Records from a data source:

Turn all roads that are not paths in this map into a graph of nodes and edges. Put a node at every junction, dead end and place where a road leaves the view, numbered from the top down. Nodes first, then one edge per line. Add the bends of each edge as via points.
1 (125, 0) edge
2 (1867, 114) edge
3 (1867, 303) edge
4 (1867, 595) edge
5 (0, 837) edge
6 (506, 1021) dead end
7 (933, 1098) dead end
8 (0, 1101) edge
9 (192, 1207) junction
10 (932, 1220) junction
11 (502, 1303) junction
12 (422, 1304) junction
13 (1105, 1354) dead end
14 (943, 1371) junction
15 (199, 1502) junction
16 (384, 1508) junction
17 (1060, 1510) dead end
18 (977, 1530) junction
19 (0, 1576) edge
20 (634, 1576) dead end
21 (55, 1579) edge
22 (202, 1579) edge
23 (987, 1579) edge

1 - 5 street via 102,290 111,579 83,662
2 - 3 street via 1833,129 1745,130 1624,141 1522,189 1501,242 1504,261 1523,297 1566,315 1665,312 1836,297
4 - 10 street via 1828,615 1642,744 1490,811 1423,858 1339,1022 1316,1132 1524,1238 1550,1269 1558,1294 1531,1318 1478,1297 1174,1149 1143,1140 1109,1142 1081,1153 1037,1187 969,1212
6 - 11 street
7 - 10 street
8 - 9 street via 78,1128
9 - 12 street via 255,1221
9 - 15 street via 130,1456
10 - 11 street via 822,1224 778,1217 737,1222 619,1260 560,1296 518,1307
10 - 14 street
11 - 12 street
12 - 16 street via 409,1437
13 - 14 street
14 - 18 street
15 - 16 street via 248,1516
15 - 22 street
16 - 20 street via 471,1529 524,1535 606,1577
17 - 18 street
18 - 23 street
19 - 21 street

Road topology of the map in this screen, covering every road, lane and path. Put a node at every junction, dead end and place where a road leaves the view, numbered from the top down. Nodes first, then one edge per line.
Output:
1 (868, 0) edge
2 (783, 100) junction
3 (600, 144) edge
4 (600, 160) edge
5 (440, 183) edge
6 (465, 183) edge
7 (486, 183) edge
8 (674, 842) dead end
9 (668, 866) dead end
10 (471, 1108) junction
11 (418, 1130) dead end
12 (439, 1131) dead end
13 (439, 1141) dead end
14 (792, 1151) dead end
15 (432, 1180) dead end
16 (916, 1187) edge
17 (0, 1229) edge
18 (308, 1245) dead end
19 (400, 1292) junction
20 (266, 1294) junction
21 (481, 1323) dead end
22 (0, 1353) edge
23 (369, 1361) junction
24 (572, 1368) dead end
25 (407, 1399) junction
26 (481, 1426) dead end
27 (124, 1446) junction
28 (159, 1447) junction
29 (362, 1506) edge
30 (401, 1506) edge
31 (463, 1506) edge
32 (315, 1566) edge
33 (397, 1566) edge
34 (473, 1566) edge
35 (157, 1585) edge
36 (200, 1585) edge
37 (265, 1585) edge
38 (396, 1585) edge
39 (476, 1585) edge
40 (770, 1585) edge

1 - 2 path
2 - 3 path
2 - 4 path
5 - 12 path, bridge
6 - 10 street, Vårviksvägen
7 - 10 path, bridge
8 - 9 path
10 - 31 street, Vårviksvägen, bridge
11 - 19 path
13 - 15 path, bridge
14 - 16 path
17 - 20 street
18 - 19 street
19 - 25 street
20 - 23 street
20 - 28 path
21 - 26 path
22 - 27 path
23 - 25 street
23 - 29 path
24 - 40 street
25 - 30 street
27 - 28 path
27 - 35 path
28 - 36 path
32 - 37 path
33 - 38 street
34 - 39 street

- _YOUR ASSIGNMENT_
Whenever the word "where" shows up in a line above, copy that line.

- _PROBLEM SOLUTION_
Turn all roads that are not paths in this map into a graph of nodes and edges. Put a node at every junction, dead end and place where a road leaves the view, numbered from the top down. Nodes first, then one edge per line. Add the bends of each edge as via points.
Road topology of the map in this screen, covering every road, lane and path. Put a node at every junction, dead end and place where a road leaves the view, numbered from the top down. Nodes first, then one edge per line.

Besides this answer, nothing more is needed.